(Saved data entries)
---------------

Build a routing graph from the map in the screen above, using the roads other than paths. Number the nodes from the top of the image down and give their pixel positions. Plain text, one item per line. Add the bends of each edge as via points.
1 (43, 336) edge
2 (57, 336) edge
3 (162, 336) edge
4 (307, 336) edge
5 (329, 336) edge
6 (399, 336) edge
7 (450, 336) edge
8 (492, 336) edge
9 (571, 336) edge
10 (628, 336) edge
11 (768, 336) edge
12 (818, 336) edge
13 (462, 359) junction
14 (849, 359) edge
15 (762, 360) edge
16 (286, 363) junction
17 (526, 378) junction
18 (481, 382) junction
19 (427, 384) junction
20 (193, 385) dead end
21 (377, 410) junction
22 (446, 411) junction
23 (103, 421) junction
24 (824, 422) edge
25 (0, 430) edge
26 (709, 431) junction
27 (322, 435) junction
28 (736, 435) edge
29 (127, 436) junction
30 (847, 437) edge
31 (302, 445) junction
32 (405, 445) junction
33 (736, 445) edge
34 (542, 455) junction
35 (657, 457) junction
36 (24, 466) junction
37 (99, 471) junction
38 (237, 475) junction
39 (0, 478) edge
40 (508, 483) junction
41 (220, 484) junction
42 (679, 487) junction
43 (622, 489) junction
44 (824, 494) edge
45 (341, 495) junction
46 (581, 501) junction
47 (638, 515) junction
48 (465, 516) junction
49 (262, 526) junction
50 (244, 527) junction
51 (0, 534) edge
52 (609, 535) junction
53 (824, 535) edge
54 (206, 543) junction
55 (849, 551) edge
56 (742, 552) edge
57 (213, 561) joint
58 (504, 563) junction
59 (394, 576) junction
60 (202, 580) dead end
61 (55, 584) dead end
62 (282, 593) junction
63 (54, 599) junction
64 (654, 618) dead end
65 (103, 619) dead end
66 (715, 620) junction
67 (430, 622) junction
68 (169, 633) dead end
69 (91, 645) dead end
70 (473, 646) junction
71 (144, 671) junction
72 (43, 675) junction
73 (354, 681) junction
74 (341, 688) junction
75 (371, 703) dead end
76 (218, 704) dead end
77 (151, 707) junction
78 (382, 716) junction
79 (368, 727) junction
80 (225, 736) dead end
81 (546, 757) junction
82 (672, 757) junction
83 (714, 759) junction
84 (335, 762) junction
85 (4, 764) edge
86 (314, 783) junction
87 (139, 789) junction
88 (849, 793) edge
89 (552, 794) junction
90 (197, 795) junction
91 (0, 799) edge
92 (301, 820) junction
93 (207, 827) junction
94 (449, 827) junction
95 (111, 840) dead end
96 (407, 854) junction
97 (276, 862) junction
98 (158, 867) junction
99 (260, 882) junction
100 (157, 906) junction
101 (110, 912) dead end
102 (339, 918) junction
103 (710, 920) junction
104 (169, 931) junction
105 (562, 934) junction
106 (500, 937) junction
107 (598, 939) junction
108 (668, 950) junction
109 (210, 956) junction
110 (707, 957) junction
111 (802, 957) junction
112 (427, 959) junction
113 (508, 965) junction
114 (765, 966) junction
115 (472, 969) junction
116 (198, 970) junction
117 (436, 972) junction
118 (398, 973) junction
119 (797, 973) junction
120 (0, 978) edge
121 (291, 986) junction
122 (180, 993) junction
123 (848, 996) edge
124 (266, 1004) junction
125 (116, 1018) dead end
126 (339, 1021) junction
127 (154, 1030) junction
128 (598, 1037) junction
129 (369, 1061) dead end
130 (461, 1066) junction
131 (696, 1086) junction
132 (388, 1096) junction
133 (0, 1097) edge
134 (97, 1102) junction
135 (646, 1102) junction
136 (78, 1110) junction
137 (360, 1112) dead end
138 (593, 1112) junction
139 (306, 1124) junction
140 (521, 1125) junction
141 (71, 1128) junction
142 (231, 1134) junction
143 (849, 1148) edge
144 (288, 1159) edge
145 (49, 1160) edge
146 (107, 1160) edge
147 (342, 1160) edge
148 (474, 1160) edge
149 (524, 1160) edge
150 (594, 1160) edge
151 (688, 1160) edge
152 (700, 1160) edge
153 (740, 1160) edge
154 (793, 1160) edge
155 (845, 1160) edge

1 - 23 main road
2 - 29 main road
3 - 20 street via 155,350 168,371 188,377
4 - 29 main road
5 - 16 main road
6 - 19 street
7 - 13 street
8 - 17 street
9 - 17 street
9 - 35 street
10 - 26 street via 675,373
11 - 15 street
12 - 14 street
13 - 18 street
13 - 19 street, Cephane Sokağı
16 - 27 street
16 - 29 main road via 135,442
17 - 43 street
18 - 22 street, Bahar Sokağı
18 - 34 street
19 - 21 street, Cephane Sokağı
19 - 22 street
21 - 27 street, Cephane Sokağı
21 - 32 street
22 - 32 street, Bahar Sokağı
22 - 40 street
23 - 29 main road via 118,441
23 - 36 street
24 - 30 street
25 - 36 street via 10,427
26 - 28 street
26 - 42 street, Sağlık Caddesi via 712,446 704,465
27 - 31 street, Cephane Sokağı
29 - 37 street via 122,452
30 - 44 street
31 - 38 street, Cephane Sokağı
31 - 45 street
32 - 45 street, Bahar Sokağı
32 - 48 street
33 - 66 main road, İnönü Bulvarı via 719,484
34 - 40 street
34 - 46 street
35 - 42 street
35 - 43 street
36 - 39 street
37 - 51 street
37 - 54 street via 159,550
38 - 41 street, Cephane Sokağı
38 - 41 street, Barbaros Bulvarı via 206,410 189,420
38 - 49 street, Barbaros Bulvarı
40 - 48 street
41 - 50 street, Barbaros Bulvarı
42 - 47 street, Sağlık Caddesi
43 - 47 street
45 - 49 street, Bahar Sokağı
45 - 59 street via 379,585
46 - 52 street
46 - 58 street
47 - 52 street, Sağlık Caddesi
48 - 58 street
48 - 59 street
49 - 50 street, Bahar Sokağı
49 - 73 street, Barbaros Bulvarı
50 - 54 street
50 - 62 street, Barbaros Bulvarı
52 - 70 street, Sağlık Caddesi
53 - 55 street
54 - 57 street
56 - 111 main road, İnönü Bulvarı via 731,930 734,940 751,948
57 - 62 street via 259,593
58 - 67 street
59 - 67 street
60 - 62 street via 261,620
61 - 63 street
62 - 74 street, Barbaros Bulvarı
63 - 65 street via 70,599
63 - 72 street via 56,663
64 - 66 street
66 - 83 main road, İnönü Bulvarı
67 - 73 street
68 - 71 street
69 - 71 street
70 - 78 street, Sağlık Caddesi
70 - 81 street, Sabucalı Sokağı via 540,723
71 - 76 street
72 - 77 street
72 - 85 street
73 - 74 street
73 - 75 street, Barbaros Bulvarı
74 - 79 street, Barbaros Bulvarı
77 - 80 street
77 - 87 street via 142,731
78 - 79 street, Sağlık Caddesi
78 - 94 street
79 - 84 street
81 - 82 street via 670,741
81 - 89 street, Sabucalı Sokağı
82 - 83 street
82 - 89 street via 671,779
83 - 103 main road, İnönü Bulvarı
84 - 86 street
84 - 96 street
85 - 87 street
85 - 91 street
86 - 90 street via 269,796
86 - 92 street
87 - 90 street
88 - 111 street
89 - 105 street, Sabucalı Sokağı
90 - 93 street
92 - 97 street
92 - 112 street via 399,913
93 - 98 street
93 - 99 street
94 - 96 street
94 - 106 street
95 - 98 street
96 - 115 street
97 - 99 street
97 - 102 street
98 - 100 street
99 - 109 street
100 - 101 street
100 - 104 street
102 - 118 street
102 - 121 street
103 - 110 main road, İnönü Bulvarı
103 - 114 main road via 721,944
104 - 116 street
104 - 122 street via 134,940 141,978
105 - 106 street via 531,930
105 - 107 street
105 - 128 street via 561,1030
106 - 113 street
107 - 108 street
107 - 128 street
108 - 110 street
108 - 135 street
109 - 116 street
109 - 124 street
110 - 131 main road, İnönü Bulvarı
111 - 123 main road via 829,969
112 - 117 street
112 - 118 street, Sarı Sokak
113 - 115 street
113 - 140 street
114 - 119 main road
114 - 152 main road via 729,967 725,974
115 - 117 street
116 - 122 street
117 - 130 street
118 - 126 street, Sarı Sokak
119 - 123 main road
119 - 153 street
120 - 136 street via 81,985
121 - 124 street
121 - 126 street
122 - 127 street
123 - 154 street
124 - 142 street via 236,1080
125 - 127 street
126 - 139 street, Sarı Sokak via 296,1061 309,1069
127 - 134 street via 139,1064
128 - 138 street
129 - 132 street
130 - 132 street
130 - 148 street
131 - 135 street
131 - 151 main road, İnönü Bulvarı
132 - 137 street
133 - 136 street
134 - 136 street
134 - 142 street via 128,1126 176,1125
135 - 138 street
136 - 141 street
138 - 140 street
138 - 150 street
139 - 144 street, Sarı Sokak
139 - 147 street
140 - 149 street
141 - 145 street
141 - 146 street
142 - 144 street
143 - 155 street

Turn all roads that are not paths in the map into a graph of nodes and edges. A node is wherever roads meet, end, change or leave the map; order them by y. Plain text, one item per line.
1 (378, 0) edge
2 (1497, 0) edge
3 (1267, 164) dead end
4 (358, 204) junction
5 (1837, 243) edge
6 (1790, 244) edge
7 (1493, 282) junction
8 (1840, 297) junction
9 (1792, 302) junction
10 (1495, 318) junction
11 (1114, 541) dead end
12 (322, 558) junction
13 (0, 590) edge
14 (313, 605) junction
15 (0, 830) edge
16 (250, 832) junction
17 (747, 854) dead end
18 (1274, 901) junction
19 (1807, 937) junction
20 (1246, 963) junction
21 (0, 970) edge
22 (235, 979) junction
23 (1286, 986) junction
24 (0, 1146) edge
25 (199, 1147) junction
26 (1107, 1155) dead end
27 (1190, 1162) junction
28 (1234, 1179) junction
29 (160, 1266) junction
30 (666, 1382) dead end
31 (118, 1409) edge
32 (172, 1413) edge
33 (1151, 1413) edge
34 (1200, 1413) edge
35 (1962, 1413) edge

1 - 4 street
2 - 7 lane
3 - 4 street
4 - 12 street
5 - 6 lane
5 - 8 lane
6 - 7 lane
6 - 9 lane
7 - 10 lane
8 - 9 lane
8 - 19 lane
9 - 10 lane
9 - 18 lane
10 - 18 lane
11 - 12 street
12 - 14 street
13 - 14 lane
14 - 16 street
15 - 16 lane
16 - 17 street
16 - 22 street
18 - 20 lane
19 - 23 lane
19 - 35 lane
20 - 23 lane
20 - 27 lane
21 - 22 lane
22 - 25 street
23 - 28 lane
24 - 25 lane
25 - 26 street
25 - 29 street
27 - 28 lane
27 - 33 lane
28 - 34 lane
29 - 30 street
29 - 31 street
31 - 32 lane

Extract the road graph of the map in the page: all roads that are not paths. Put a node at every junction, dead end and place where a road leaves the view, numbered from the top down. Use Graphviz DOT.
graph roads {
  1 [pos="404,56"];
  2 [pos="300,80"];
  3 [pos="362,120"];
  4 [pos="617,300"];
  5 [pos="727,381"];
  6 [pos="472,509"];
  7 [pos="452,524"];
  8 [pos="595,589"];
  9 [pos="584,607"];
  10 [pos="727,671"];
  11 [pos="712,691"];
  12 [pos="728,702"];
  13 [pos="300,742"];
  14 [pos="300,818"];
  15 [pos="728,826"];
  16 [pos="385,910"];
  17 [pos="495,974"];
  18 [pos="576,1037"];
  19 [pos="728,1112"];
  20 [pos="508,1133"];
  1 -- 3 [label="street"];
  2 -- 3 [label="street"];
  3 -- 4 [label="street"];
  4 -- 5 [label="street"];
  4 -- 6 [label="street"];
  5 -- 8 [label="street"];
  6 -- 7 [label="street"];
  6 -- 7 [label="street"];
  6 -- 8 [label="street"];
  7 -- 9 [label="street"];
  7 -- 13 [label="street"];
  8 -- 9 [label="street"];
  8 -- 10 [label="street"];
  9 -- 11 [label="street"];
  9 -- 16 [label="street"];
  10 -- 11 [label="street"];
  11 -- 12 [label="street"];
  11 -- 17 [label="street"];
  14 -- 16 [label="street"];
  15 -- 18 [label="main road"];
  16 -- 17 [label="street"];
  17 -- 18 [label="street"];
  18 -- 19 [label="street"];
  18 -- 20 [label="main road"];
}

---------------

* Problem to work on:
List every line in the records above that contains the word "Sabucalı".

* Task output:
70 - 81 street, Sabucalı Sokağı via 540,723
81 - 89 street, Sabucalı Sokağı
89 - 105 street, Sabucalı Sokağı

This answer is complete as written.